After removing every image, reproduce the data exactly as it appears.

━━━━━ Information supplied ━━━━━

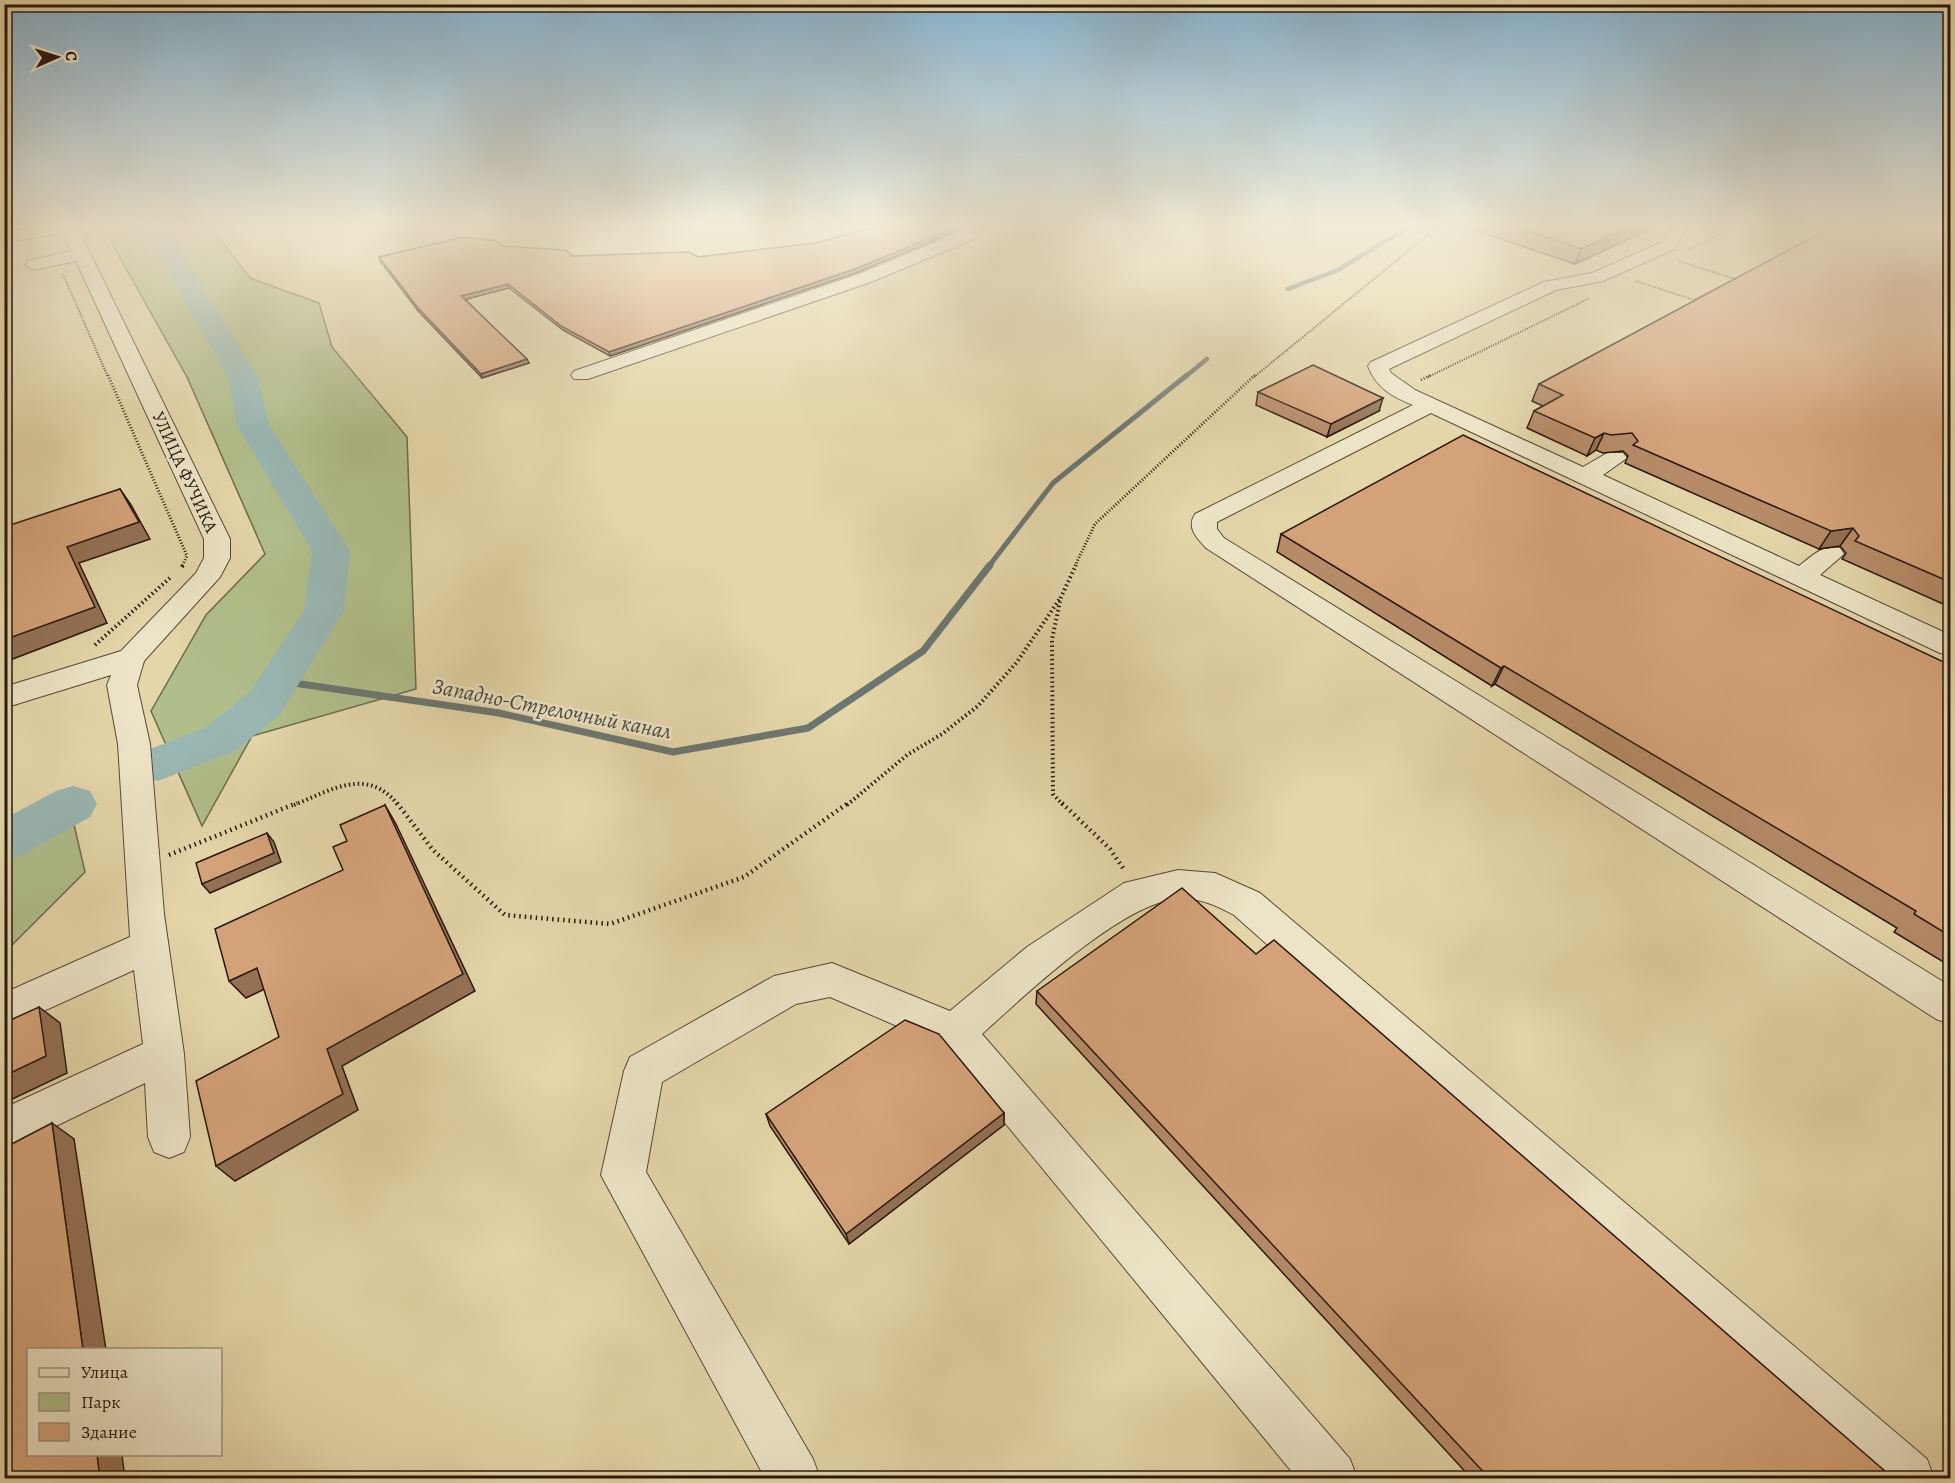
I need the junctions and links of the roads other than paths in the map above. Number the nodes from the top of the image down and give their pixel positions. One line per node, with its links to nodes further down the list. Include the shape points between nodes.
1 (102, 294): 11 (street, УЛИЦА ФУЧИКА, via 217,539 217,558 207,577)
2 (818, 294): 4 (street)
3 (1533, 294): 5 (street, via 1378,366 1380,376 1390,384)
4 (581, 375)
5 (1423, 394): 7 (street); 14 (street, via 1204,519 1204,530 1225,550)
6 (1615, 458): 7 (street)
7 (1583, 477): 9 (street)
8 (1831, 554): 9 (street)
9 (1801, 577): 10 (street)
10 (1950, 646)
11 (131, 658): 12 (street); 13 (street, УЛИЦА ФУЧИКА, via 122,685 134,744)
12 (4, 698)
13 (149, 946): 15 (street); 17 (street, УЛИЦА ФУЧИКА)
14 (1950, 1007)
15 (4, 1012)
16 (954, 1032): 20 (street, via 832,980 788,988 644,1071 623,1175); 21 (street); 22 (street, via 1040,958 1137,892 1178,884 1215,888 1247,904)
17 (164, 1054): 18 (street); 19 (street, УЛИЦА ФУЧИКА)
18 (4, 1130)
19 (169, 1137)
20 (794, 1479)
21 (1331, 1479)
22 (1908, 1479)

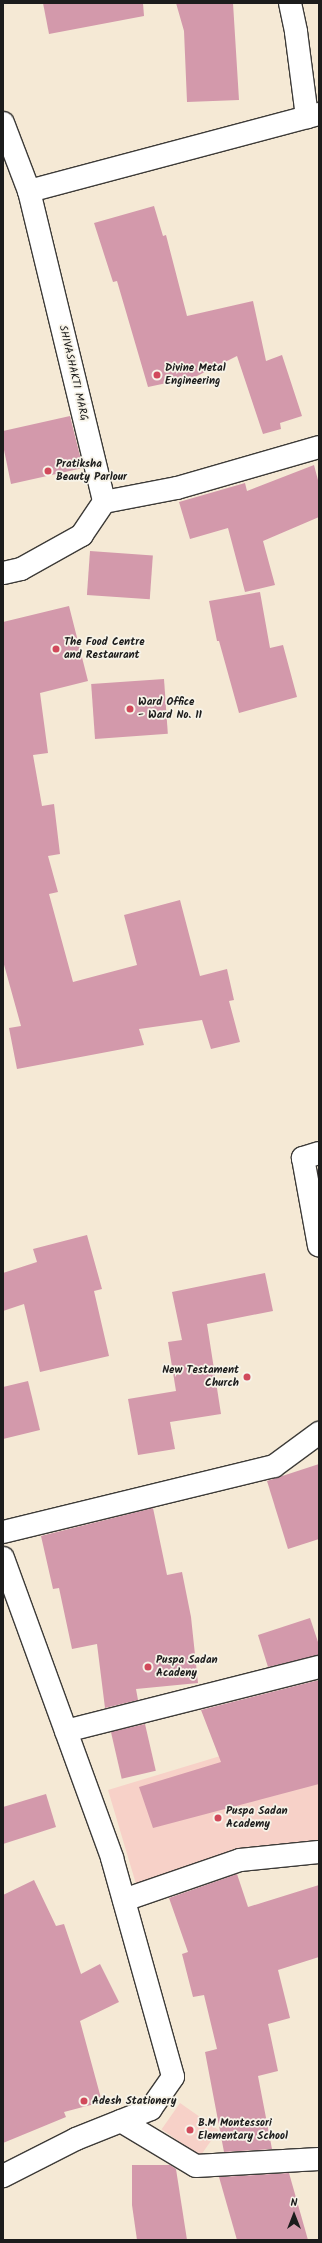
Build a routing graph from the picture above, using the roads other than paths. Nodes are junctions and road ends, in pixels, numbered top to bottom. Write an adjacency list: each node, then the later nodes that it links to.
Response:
1 (290, 3): 2 (street)
2 (313, 116): 4 (street)
3 (3, 123): 4 (street, SHIVASHAKTI MARG)
4 (30, 191): 6 (street, SHIVASHAKTI MARG)
5 (319, 447): 6 (street)
6 (104, 502): 7 (street)
7 (3, 573)
8 (319, 1153): 9 (street)
9 (319, 1246)
10 (319, 1433): 11 (street)
11 (3, 1532)
12 (3, 1558): 14 (street)
13 (319, 1667): 14 (street)
14 (66, 1730): 16 (street)
15 (319, 1852): 16 (street)
16 (124, 1900): 17 (street)
17 (121, 2121): 18 (street); 19 (street)
18 (319, 2159)
19 (3, 2176)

━━━━━

== Response ==
I need the junctions and links of the roads other than paths in the map above. Number the nodes from the top of the image down and give their pixel positions. One line per node, with its links to nodes further down the list. Include the shape points between nodes.
1 (102, 294): 11 (street, УЛИЦА ФУЧИКА, via 217,539 217,558 207,577)
2 (818, 294): 4 (street)
3 (1533, 294): 5 (street, via 1378,366 1380,376 1390,384)
4 (581, 375)
5 (1423, 394): 7 (street); 14 (street, via 1204,519 1204,530 1225,550)
6 (1615, 458): 7 (street)
7 (1583, 477): 9 (street)
8 (1831, 554): 9 (street)
9 (1801, 577): 10 (street)
10 (1950, 646)
11 (131, 658): 12 (street); 13 (street, УЛИЦА ФУЧИКА, via 122,685 134,744)
12 (4, 698)
13 (149, 946): 15 (street); 17 (street, УЛИЦА ФУЧИКА)
14 (1950, 1007)
15 (4, 1012)
16 (954, 1032): 20 (street, via 832,980 788,988 644,1071 623,1175); 21 (street); 22 (street, via 1040,958 1137,892 1178,884 1215,888 1247,904)
17 (164, 1054): 18 (street); 19 (street, УЛИЦА ФУЧИКА)
18 (4, 1130)
19 (169, 1137)
20 (794, 1479)
21 (1331, 1479)
22 (1908, 1479)

Build a routing graph from the picture above, using the roads other than paths. Nodes are junctions and road ends, in pixels, numbered top to bottom. Write an adjacency list: each node, then the later nodes that it links to.
Response:
1 (290, 3): 2 (street)
2 (313, 116): 4 (street)
3 (3, 123): 4 (street, SHIVASHAKTI MARG)
4 (30, 191): 6 (street, SHIVASHAKTI MARG)
5 (319, 447): 6 (street)
6 (104, 502): 7 (street)
7 (3, 573)
8 (319, 1153): 9 (street)
9 (319, 1246)
10 (319, 1433): 11 (street)
11 (3, 1532)
12 (3, 1558): 14 (street)
13 (319, 1667): 14 (street)
14 (66, 1730): 16 (street)
15 (319, 1852): 16 (street)
16 (124, 1900): 17 (street)
17 (121, 2121): 18 (street); 19 (street)
18 (319, 2159)
19 (3, 2176)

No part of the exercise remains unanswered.